■ Assignment ■
Could you output every record again, exactly as given?

╭─ Provided material

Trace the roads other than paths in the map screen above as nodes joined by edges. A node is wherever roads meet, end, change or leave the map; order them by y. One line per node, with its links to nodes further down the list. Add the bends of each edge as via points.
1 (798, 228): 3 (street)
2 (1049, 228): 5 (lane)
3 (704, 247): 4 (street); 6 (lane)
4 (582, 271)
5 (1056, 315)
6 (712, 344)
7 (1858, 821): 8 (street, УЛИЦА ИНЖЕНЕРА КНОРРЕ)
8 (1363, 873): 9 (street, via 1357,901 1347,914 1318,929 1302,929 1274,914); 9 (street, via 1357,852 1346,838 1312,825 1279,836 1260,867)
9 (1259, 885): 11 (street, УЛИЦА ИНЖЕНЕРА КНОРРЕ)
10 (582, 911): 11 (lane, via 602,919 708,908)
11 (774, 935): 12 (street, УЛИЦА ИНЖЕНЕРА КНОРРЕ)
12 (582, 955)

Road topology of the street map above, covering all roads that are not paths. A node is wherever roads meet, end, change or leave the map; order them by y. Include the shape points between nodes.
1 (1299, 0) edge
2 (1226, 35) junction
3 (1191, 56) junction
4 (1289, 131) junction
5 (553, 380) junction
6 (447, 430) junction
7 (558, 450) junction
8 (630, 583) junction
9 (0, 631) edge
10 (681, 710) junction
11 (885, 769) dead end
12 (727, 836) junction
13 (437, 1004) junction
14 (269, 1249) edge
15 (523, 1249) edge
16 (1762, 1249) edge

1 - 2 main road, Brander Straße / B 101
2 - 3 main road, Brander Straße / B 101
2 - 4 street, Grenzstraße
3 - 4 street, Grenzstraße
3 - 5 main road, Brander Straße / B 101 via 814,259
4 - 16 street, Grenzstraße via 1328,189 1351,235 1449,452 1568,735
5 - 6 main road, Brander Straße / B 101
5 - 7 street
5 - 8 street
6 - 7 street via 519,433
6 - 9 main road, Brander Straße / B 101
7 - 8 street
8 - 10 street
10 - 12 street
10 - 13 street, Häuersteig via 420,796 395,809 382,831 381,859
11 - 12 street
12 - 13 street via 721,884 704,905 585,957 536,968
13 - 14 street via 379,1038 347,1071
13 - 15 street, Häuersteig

╰─

■ Solution below ■
Trace the roads other than paths in the map screen above as nodes joined by edges. A node is wherever roads meet, end, change or leave the map; order them by y. One line per node, with its links to nodes further down the list. Add the bends of each edge as via points.
1 (798, 228): 3 (street)
2 (1049, 228): 5 (lane)
3 (704, 247): 4 (street); 6 (lane)
4 (582, 271)
5 (1056, 315)
6 (712, 344)
7 (1858, 821): 8 (street, УЛИЦА ИНЖЕНЕРА КНОРРЕ)
8 (1363, 873): 9 (street, via 1357,901 1347,914 1318,929 1302,929 1274,914); 9 (street, via 1357,852 1346,838 1312,825 1279,836 1260,867)
9 (1259, 885): 11 (street, УЛИЦА ИНЖЕНЕРА КНОРРЕ)
10 (582, 911): 11 (lane, via 602,919 708,908)
11 (774, 935): 12 (street, УЛИЦА ИНЖЕНЕРА КНОРРЕ)
12 (582, 955)

Road topology of the street map above, covering all roads that are not paths. A node is wherever roads meet, end, change or leave the map; order them by y. Include the shape points between nodes.
1 (1299, 0) edge
2 (1226, 35) junction
3 (1191, 56) junction
4 (1289, 131) junction
5 (553, 380) junction
6 (447, 430) junction
7 (558, 450) junction
8 (630, 583) junction
9 (0, 631) edge
10 (681, 710) junction
11 (885, 769) dead end
12 (727, 836) junction
13 (437, 1004) junction
14 (269, 1249) edge
15 (523, 1249) edge
16 (1762, 1249) edge

1 - 2 main road, Brander Straße / B 101
2 - 3 main road, Brander Straße / B 101
2 - 4 street, Grenzstraße
3 - 4 street, Grenzstraße
3 - 5 main road, Brander Straße / B 101 via 814,259
4 - 16 street, Grenzstraße via 1328,189 1351,235 1449,452 1568,735
5 - 6 main road, Brander Straße / B 101
5 - 7 street
5 - 8 street
6 - 7 street via 519,433
6 - 9 main road, Brander Straße / B 101
7 - 8 street
8 - 10 street
10 - 12 street
10 - 13 street, Häuersteig via 420,796 395,809 382,831 381,859
11 - 12 street
12 - 13 street via 721,884 704,905 585,957 536,968
13 - 14 street via 379,1038 347,1071
13 - 15 street, Häuersteig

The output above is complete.